Mr Sambo noted that he got a stab of surprise when he started getting credit alerts of N2 million from different sources. He raised his concerns with the two individuals involved; they assured him that the payments were from an association and that the payment to him was structured in that manner.
"Good morning sir, they are sending the money in N2 million tranches," Mr Sambo had in a WhatsApp message informed the UNIJOS vice-chancellor of the unusual inflow of the funds into his account. His concern was not addressed, he said.
"Normally, if a customer is buying dollars, they pay you bulk money. So it was surprising to me, that was why I indicated it to him (Mr Ishaya) in the WhatsApp message," Mr Sambo told this reporter.
Mr Ishaya kept in touch with Mr Sambo to monitor how his colleagues were complying with the payment ahead of the 24 August deadline given them by the lawmakers. "By the weekend, he asked me, how many transfers have you received, I said 10."
"I did not ask many questions because I thought it was the school. I thought he was a staff member of the school because it is the school that I have been dealing with all this while. We did not go into any deal, and I did not ask. I have been dealing with the school for a long time, always selling (dollars) to me, but they never bought (dollars) from me," he said.
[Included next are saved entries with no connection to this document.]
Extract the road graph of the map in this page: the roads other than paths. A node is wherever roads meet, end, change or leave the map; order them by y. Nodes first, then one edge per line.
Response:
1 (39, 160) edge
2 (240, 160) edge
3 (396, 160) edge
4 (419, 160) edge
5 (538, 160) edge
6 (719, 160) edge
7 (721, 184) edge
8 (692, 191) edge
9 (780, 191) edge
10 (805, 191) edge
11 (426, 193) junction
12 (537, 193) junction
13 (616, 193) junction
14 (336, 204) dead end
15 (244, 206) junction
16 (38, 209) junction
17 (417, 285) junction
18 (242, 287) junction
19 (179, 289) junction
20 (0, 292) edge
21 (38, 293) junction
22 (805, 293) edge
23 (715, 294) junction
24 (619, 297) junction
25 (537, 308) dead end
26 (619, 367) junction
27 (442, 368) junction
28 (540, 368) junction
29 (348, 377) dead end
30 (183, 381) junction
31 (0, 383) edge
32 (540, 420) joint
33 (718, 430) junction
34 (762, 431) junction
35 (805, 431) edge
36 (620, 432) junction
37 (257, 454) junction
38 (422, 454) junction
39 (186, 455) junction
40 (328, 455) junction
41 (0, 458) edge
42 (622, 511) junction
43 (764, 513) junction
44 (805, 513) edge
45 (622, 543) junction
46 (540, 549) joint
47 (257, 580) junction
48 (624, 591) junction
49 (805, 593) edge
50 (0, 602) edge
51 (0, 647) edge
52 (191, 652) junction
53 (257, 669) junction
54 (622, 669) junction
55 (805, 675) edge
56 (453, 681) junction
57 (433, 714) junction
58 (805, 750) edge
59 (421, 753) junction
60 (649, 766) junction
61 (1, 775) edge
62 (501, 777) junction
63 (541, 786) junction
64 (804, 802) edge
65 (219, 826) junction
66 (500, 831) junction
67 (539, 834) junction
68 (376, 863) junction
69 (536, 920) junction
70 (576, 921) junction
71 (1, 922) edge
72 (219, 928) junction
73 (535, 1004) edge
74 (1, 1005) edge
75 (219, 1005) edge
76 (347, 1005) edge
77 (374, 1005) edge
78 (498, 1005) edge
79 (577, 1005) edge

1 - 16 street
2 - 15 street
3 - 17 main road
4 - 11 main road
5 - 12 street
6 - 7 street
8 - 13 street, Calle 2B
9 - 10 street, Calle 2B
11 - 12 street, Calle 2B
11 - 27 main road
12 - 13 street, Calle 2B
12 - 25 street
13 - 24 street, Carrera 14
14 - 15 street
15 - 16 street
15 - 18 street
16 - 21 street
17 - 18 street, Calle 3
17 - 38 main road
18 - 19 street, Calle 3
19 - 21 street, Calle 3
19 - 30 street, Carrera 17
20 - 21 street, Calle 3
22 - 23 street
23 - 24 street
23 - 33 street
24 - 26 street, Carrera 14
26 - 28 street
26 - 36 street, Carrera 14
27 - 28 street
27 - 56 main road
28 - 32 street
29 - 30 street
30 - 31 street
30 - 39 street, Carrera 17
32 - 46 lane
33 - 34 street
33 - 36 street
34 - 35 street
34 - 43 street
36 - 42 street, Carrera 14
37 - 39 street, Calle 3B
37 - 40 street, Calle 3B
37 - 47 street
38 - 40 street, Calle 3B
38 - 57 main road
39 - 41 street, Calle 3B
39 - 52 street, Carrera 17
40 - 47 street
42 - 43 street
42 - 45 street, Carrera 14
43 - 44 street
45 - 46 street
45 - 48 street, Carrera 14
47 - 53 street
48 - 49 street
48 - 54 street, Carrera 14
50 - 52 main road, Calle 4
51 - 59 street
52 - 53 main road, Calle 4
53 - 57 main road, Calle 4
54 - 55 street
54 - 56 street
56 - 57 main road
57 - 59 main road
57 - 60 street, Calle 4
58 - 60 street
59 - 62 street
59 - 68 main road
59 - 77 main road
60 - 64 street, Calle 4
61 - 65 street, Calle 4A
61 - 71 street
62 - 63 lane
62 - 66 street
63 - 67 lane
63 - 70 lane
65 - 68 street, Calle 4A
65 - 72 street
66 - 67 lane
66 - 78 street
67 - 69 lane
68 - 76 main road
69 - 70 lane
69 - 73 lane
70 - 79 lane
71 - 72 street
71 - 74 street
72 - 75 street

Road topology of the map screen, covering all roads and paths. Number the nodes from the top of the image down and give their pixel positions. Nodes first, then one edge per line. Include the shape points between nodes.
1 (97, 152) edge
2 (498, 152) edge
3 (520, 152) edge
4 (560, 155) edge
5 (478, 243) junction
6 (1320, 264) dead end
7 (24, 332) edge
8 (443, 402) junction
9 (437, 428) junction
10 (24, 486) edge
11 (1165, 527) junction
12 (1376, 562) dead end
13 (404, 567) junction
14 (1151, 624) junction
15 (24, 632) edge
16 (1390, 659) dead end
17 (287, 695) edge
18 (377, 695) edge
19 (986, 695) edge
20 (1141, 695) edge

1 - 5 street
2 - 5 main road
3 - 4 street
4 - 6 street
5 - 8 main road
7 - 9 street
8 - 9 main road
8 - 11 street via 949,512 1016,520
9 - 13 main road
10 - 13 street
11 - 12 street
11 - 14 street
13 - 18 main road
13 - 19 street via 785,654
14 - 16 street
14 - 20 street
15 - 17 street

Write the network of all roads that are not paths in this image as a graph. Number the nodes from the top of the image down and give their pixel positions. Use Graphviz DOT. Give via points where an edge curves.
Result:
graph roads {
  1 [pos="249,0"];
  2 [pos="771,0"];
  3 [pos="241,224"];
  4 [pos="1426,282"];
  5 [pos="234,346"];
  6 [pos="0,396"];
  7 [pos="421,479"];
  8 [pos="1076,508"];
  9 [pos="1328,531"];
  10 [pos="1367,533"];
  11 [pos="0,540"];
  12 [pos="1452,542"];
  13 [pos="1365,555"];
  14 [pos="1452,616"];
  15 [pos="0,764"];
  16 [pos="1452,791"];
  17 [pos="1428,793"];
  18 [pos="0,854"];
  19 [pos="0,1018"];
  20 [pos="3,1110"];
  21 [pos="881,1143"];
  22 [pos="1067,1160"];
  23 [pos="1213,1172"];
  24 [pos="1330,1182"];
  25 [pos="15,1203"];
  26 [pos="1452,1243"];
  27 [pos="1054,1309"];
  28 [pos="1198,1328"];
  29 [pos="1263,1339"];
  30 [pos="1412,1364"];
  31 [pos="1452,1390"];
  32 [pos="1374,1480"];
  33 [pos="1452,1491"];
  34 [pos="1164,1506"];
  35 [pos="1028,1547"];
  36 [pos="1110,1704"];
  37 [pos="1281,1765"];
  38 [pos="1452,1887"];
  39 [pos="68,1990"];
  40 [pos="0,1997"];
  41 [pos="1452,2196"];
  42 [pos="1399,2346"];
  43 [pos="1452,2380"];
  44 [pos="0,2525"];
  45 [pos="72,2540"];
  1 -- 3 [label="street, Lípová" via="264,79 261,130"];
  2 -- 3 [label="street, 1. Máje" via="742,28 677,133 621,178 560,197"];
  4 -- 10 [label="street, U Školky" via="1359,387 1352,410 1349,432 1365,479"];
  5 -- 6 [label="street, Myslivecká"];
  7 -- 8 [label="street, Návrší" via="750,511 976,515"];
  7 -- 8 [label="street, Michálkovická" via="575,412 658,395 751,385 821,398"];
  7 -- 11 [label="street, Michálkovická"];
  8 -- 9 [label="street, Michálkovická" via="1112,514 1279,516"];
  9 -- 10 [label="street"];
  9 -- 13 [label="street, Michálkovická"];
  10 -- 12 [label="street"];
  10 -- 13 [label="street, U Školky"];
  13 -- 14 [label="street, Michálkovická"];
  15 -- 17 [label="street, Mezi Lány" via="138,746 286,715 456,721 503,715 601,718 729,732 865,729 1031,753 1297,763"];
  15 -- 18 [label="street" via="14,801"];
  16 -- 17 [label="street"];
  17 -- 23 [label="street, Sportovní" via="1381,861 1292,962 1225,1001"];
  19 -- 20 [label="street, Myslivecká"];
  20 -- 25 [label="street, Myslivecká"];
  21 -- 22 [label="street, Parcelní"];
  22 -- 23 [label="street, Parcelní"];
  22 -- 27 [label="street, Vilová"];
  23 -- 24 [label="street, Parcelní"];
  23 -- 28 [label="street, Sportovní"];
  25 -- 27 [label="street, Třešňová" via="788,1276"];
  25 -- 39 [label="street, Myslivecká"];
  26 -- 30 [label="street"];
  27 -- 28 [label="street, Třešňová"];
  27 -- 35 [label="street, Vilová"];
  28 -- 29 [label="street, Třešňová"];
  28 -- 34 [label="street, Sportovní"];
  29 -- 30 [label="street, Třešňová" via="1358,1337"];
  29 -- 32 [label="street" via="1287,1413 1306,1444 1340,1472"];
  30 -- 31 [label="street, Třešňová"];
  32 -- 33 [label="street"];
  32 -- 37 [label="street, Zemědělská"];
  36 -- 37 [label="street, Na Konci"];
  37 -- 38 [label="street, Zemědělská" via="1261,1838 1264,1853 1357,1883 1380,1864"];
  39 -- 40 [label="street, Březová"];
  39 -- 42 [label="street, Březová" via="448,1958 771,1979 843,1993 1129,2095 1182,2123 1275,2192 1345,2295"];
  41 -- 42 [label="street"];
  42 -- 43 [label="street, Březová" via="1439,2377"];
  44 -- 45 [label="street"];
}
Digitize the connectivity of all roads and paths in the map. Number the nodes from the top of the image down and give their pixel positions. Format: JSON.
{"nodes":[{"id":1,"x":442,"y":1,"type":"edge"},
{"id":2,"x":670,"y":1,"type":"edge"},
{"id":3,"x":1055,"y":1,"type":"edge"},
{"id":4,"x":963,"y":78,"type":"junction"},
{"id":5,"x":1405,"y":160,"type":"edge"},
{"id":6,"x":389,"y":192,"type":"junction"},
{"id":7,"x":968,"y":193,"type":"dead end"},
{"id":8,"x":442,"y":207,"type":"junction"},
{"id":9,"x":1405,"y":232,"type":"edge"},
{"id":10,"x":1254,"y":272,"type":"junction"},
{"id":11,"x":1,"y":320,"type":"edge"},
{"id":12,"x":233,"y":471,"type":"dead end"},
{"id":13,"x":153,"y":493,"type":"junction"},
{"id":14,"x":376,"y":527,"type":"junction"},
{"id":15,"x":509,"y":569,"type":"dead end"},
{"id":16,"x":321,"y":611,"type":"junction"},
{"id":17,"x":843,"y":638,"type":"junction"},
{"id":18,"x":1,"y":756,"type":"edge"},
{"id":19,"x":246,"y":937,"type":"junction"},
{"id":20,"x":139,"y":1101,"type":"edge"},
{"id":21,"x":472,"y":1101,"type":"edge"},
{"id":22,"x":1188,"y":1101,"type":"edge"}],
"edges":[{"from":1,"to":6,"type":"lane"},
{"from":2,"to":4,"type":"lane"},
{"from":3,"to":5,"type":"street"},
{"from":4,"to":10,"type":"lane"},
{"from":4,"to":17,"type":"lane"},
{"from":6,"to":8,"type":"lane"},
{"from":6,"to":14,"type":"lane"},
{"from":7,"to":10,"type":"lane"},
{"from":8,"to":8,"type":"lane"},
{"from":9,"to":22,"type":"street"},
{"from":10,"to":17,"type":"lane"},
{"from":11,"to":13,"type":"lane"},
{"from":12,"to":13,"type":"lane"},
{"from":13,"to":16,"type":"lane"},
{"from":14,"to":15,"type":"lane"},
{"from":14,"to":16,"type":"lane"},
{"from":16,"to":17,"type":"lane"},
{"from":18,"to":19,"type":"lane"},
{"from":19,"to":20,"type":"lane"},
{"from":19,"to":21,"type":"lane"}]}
The payments into the account continued until 29 August when PREMIUM TIMES published the report of its investigation. At that point, 14 universities had paid into the account. The continued cash inflow from the vice-chancellors into the account beyond the 24 August is indicative of a readjustment of the deadline earlier given by the lawmakers.
Worried by the PREMIUM TIMES story of August 29, Mr Sambo said he immediately contacted both Ms Adoga and Mr Ishaya.
He said while Ms Adoga promised to look into the matter and get his organisation's lawyers to sort things out, Mr Ishaya kept mute. He read the businessman's WhatsApp message but did not respond.
"On Tuesday morning when I saw the article, I called him (Ishaya), but he did not pick up. And I sent him a message. I told him 'What is happening? Why am I seeing my company and my details saying I am fronting for someone?"
Mr Sambo said after reading our report, he printed his bank statement and realised that the payments into his account were actually from universities.
"When messages (credit alert) come in, it does not show like that. It was when I printed my bank statement, that was when I saw the narration. It was the story that made me look at my bank statement," he said.
He said the following day, 30 August, he wrote a letter to Providus Bank asking it to revert all the transfers from the 14 schools that sent money to him. In the letter, he listed the 14 transactions linked to Mr Ishaya.
A lien (restriction) has been put on the Providus account on the order of the Independent Corrupt Practice and Other Related Offences Commission (ICPC) after the story.
Mr Sambo said the action of the lawmakers and their collaborators in the universities has put his business at risk.
"I have been in the business since 2010. I worked for two different companies. First, Sahara Exchange and then 313 Bureau De Change before I started my own company in 2016. That's all I do. I don't do any other business," he said.
The ICPC had last week announced the commencement of an investigation into the committee.
This followed a petition by PREMIUM TIMES and the Chairman of the controversial House Committee, Yusuf Gagdi (APC, Plateau) to the anti-graft agency to probe the matter.
PREMIUM TIMES called for a thorough investigation with a view to prosecuting culpable individuals in the extortion and bribery scheme
Mr Gagdi urged ICPC to investigate Mr Sambo's account to see if it has any link to any member of his committee.
So far, the ICPC has frozen Mr. Sambo's Providus Account as part of the ongoing investigation into the saga.